For d'Abadal, the church of Saint-Jean is impossible to locate.[31] Ponsich places it in Entre-Valls (or Entresvalls), where there is still a church of St. John, perhaps built in the 12th century.[33]

The church of Saint-Vincent de Campllong has also been reduced to an overgrown ruin, to the extent that the remains of the building are difficult to date.[34]

Real estate

The first document of 840–841 granted the monastery almost the entire territory of Fuilla, in the middle of the Conflent region. This landholding continued to expand until the catastrophe of 878, with the following acquisitions.[28]

Haut Conflent
Town Date Proportion
Eixalada 840 to 846 T
Canaveilles 849 to 879 T
Entrevalls 854 to 879 T
Ocenyes 854 to 879 T
Moncles 864 to 876 T
Tuevol 864 to 876 T
Llar 864 to 878 T
Talau 874 to 878 T
Thuès et Albaret before 878 T
Balaguer 854–855 P
Sauto 866–876 P
Els Plans 870 P
Marians 874–875 P
Souanyas 874–875 P
Olette 878 P
En before 878 P
Bas Conflent
Town Date Proportion
Cuxa 845–879 T
Taurinya 846–879 T
Codalet 850–879 T
Camplong 876–879 T
Llech 848–879 M
Ria circa 864 P
Rigarda circa 864 P
Fillols 870 P
Clara 878 P
Proportion column caption
T: all or almost all the territory of the town

M : most of the area

P : partly

Note

The towns and villages given are historical hamlets, villages or lieux-dits. For example, the village of Souanyas must be distinguished from the present-day French commune of the same name. Here, Souanyas refers to the village, chief town of the commune, which includes the hamlet of Marians.

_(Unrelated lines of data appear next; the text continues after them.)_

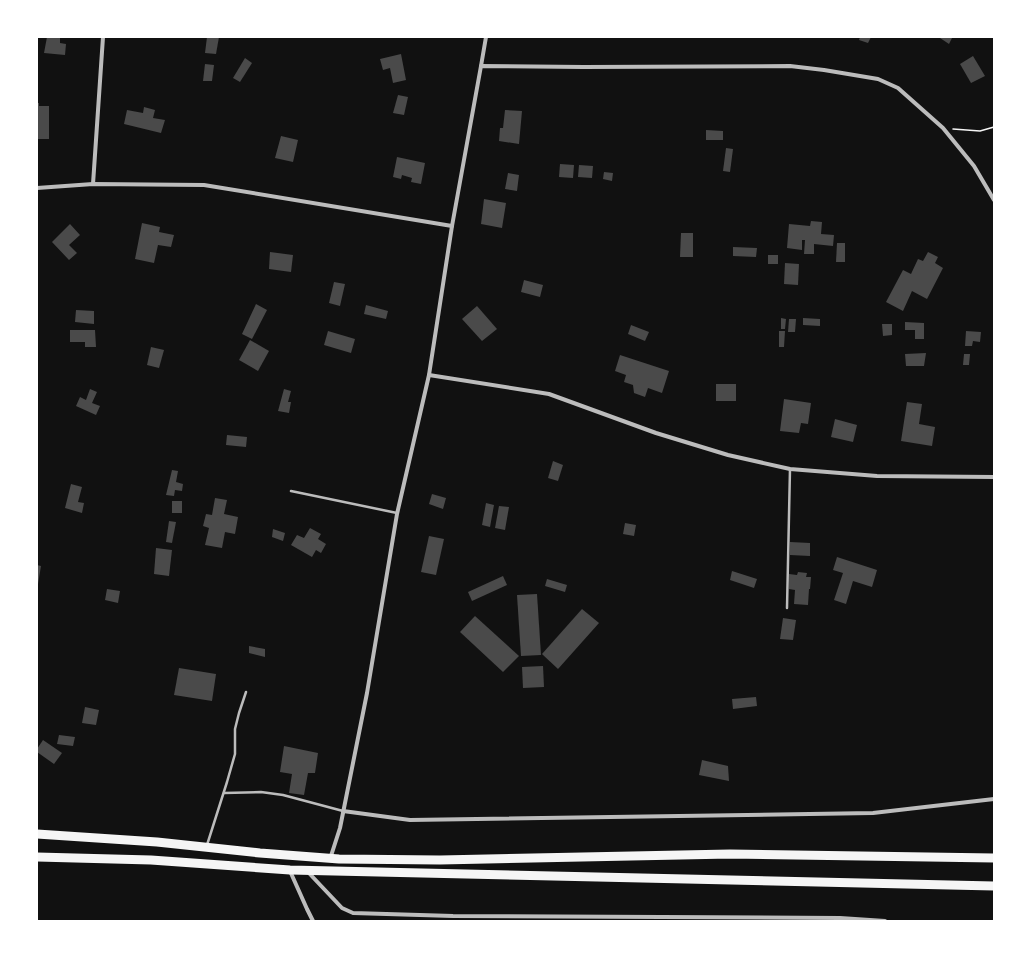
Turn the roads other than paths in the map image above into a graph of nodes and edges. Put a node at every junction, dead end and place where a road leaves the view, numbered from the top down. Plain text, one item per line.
1 (103, 37) edge
2 (486, 37) edge
3 (481, 66) junction
4 (93, 184) junction
5 (37, 188) edge
6 (994, 200) edge
7 (452, 226) junction
8 (429, 375) junction
9 (790, 469) junction
10 (994, 476) edge
11 (291, 491) dead end
12 (397, 514) junction
13 (787, 608) dead end
14 (246, 692) dead end
15 (224, 793) junction
16 (994, 799) edge
17 (342, 811) junction
18 (37, 834) edge
19 (206, 847) junction
20 (37, 857) edge
21 (994, 858) edge
22 (330, 859) junction
23 (290, 870) junction
24 (307, 871) junction
25 (994, 886) edge
26 (313, 921) edge
27 (885, 921) edge

1 - 4 street
2 - 3 street
3 - 6 street
3 - 7 street
4 - 5 street
4 - 7 street
7 - 8 street
8 - 9 street
8 - 12 street
9 - 10 street
9 - 13 lane
11 - 12 lane
12 - 17 street
14 - 15 lane
15 - 17 lane
15 - 19 lane
16 - 17 street
17 - 22 street
18 - 19 highway
19 - 22 highway
20 - 23 highway
21 - 22 highway
23 - 24 highway
23 - 26 street
24 - 25 highway
24 - 27 street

In addition to holdings around the two abbey sites of Eixalada and Cuxa, the community also acquired land in Cerdanya, Roussillon and Fenouillèdes, all after 854.

The source problem

The monastery's antiquity and history mean that textual sources are rare. Added to this is their unreliability: some have turned out to be forgeries, the tampering having sometimes been carried out by the monks of Saint-André themselves.[8]

Father François Font, in his Histoire de l'abbaye royale de Saint-André d'Exalada (1903), is well aware of these problems. After evoking the legend of the monastery's foundation, he writes:[35]

"When looking for the true date of origin of the Abbey of Saint-André d'Exalada, whose existence goes back such a long way, after having seriously consulted the very varied documents relating to it, initially it seems that impenetrable darkness surrounds it; and one is then led to believe that it might be, as some have said, thanks to this obscurity that rival and jealous ambitions once tried to create fictitious antiquity for it, to trace it back to Pepin and Childeric, even to falsify the charters of Charles the Bald in order to attribute them to Charlemagne – and thus to associate its cradle with the grandeur of the greatest name in Christian Europe. In reality, this is not the case, and it's impossible to think otherwise when authentic documents are at hand, and when one follows in the footsteps of authors who are distinguished as much for their talent as conscientious chroniclers as by their reputation as men of historical integrity – and absolute disinterestedness."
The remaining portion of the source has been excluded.